Would you retype the whole listing verbatim, keeping pictures out of it?

————————

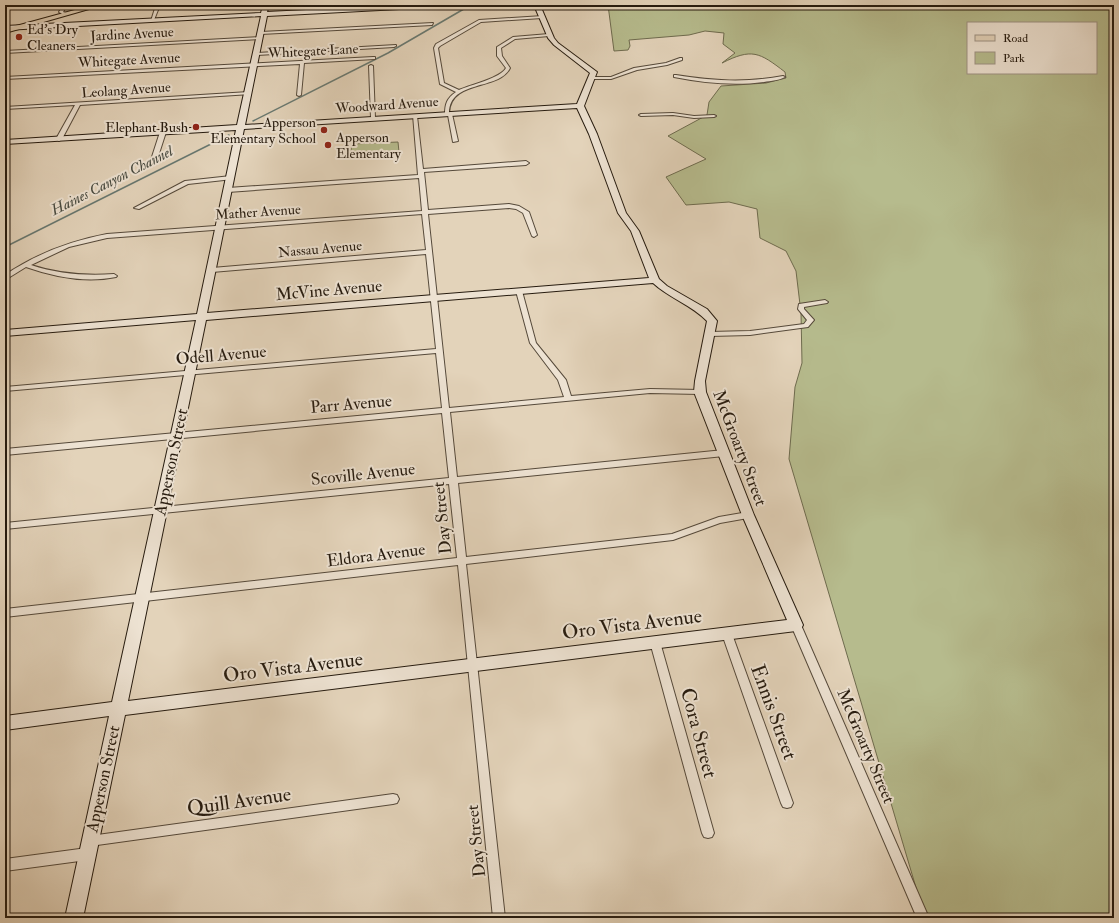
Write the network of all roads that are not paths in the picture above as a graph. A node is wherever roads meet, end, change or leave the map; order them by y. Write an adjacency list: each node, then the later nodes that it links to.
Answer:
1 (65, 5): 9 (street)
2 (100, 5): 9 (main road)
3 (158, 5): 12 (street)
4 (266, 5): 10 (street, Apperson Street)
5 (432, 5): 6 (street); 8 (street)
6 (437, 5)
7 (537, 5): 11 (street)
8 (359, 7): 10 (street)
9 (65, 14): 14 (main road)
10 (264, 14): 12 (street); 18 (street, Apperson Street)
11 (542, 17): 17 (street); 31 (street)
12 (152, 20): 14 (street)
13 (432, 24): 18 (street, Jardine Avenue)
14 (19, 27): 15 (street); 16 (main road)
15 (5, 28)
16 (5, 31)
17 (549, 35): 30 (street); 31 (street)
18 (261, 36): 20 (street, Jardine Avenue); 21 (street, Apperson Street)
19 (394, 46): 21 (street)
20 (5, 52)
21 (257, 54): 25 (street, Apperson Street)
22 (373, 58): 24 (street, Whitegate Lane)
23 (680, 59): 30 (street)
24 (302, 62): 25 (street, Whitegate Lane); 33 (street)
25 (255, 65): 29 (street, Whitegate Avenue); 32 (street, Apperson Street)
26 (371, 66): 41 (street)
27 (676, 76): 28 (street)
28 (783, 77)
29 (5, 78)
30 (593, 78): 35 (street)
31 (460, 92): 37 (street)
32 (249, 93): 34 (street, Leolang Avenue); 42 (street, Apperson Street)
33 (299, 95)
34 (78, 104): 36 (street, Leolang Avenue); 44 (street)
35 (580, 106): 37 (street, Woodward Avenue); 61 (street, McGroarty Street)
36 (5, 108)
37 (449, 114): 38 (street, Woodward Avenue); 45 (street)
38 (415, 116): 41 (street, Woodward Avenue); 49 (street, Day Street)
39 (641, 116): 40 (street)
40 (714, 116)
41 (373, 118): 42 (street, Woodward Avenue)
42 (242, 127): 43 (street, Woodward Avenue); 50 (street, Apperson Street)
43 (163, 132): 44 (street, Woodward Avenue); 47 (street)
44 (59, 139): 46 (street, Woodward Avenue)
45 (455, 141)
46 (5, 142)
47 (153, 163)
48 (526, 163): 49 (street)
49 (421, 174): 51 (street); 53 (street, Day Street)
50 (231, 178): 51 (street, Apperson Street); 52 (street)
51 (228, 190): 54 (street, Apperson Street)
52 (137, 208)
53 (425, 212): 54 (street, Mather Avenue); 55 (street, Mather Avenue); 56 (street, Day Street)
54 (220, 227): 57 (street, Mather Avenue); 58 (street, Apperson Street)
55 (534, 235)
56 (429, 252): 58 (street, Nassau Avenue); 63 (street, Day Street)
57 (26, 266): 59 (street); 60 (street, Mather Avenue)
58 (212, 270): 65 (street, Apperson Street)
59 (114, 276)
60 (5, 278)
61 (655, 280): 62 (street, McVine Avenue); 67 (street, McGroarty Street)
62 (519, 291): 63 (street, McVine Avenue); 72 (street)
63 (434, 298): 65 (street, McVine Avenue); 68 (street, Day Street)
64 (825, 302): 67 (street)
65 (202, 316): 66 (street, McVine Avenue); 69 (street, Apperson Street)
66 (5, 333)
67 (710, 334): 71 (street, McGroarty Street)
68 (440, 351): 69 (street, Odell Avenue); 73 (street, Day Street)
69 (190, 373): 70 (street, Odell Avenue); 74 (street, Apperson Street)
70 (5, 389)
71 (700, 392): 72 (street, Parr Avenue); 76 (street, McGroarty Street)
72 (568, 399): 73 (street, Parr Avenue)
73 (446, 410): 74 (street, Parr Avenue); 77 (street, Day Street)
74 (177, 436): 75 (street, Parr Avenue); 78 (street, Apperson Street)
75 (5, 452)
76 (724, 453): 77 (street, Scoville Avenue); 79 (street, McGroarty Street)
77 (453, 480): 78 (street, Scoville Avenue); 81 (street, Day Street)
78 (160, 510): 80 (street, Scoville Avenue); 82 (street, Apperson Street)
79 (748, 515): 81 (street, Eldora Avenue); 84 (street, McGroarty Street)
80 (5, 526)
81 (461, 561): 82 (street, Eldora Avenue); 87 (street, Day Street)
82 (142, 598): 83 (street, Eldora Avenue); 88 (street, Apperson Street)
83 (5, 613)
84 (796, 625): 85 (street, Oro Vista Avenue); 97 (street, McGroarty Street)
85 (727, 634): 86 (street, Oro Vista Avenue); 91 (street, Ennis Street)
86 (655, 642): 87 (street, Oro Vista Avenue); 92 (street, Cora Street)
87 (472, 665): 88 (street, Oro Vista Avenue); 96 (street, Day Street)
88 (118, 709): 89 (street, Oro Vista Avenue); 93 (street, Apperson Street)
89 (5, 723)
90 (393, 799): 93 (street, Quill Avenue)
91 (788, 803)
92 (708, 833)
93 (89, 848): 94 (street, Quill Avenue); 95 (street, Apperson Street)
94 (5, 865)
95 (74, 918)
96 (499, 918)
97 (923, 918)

————————

> _Output of the exercise_
Write the network of all roads that are not paths in the picture above as a graph. A node is wherever roads meet, end, change or leave the map; order them by y. Write an adjacency list: each node, then the later nodes that it links to.
Answer:
1 (65, 5): 9 (street)
2 (100, 5): 9 (main road)
3 (158, 5): 12 (street)
4 (266, 5): 10 (street, Apperson Street)
5 (432, 5): 6 (street); 8 (street)
6 (437, 5)
7 (537, 5): 11 (street)
8 (359, 7): 10 (street)
9 (65, 14): 14 (main road)
10 (264, 14): 12 (street); 18 (street, Apperson Street)
11 (542, 17): 17 (street); 31 (street)
12 (152, 20): 14 (street)
13 (432, 24): 18 (street, Jardine Avenue)
14 (19, 27): 15 (street); 16 (main road)
15 (5, 28)
16 (5, 31)
17 (549, 35): 30 (street); 31 (street)
18 (261, 36): 20 (street, Jardine Avenue); 21 (street, Apperson Street)
19 (394, 46): 21 (street)
20 (5, 52)
21 (257, 54): 25 (street, Apperson Street)
22 (373, 58): 24 (street, Whitegate Lane)
23 (680, 59): 30 (street)
24 (302, 62): 25 (street, Whitegate Lane); 33 (street)
25 (255, 65): 29 (street, Whitegate Avenue); 32 (street, Apperson Street)
26 (371, 66): 41 (street)
27 (676, 76): 28 (street)
28 (783, 77)
29 (5, 78)
30 (593, 78): 35 (street)
31 (460, 92): 37 (street)
32 (249, 93): 34 (street, Leolang Avenue); 42 (street, Apperson Street)
33 (299, 95)
34 (78, 104): 36 (street, Leolang Avenue); 44 (street)
35 (580, 106): 37 (street, Woodward Avenue); 61 (street, McGroarty Street)
36 (5, 108)
37 (449, 114): 38 (street, Woodward Avenue); 45 (street)
38 (415, 116): 41 (street, Woodward Avenue); 49 (street, Day Street)
39 (641, 116): 40 (street)
40 (714, 116)
41 (373, 118): 42 (street, Woodward Avenue)
42 (242, 127): 43 (street, Woodward Avenue); 50 (street, Apperson Street)
43 (163, 132): 44 (street, Woodward Avenue); 47 (street)
44 (59, 139): 46 (street, Woodward Avenue)
45 (455, 141)
46 (5, 142)
47 (153, 163)
48 (526, 163): 49 (street)
49 (421, 174): 51 (street); 53 (street, Day Street)
50 (231, 178): 51 (street, Apperson Street); 52 (street)
51 (228, 190): 54 (street, Apperson Street)
52 (137, 208)
53 (425, 212): 54 (street, Mather Avenue); 55 (street, Mather Avenue); 56 (street, Day Street)
54 (220, 227): 57 (street, Mather Avenue); 58 (street, Apperson Street)
55 (534, 235)
56 (429, 252): 58 (street, Nassau Avenue); 63 (street, Day Street)
57 (26, 266): 59 (street); 60 (street, Mather Avenue)
58 (212, 270): 65 (street, Apperson Street)
59 (114, 276)
60 (5, 278)
61 (655, 280): 62 (street, McVine Avenue); 67 (street, McGroarty Street)
62 (519, 291): 63 (street, McVine Avenue); 72 (street)
63 (434, 298): 65 (street, McVine Avenue); 68 (street, Day Street)
64 (825, 302): 67 (street)
65 (202, 316): 66 (street, McVine Avenue); 69 (street, Apperson Street)
66 (5, 333)
67 (710, 334): 71 (street, McGroarty Street)
68 (440, 351): 69 (street, Odell Avenue); 73 (street, Day Street)
69 (190, 373): 70 (street, Odell Avenue); 74 (street, Apperson Street)
70 (5, 389)
71 (700, 392): 72 (street, Parr Avenue); 76 (street, McGroarty Street)
72 (568, 399): 73 (street, Parr Avenue)
73 (446, 410): 74 (street, Parr Avenue); 77 (street, Day Street)
74 (177, 436): 75 (street, Parr Avenue); 78 (street, Apperson Street)
75 (5, 452)
76 (724, 453): 77 (street, Scoville Avenue); 79 (street, McGroarty Street)
77 (453, 480): 78 (street, Scoville Avenue); 81 (street, Day Street)
78 (160, 510): 80 (street, Scoville Avenue); 82 (street, Apperson Street)
79 (748, 515): 81 (street, Eldora Avenue); 84 (street, McGroarty Street)
80 (5, 526)
81 (461, 561): 82 (street, Eldora Avenue); 87 (street, Day Street)
82 (142, 598): 83 (street, Eldora Avenue); 88 (street, Apperson Street)
83 (5, 613)
84 (796, 625): 85 (street, Oro Vista Avenue); 97 (street, McGroarty Street)
85 (727, 634): 86 (street, Oro Vista Avenue); 91 (street, Ennis Street)
86 (655, 642): 87 (street, Oro Vista Avenue); 92 (street, Cora Street)
87 (472, 665): 88 (street, Oro Vista Avenue); 96 (street, Day Street)
88 (118, 709): 89 (street, Oro Vista Avenue); 93 (street, Apperson Street)
89 (5, 723)
90 (393, 799): 93 (street, Quill Avenue)
91 (788, 803)
92 (708, 833)
93 (89, 848): 94 (street, Quill Avenue); 95 (street, Apperson Street)
94 (5, 865)
95 (74, 918)
96 (499, 918)
97 (923, 918)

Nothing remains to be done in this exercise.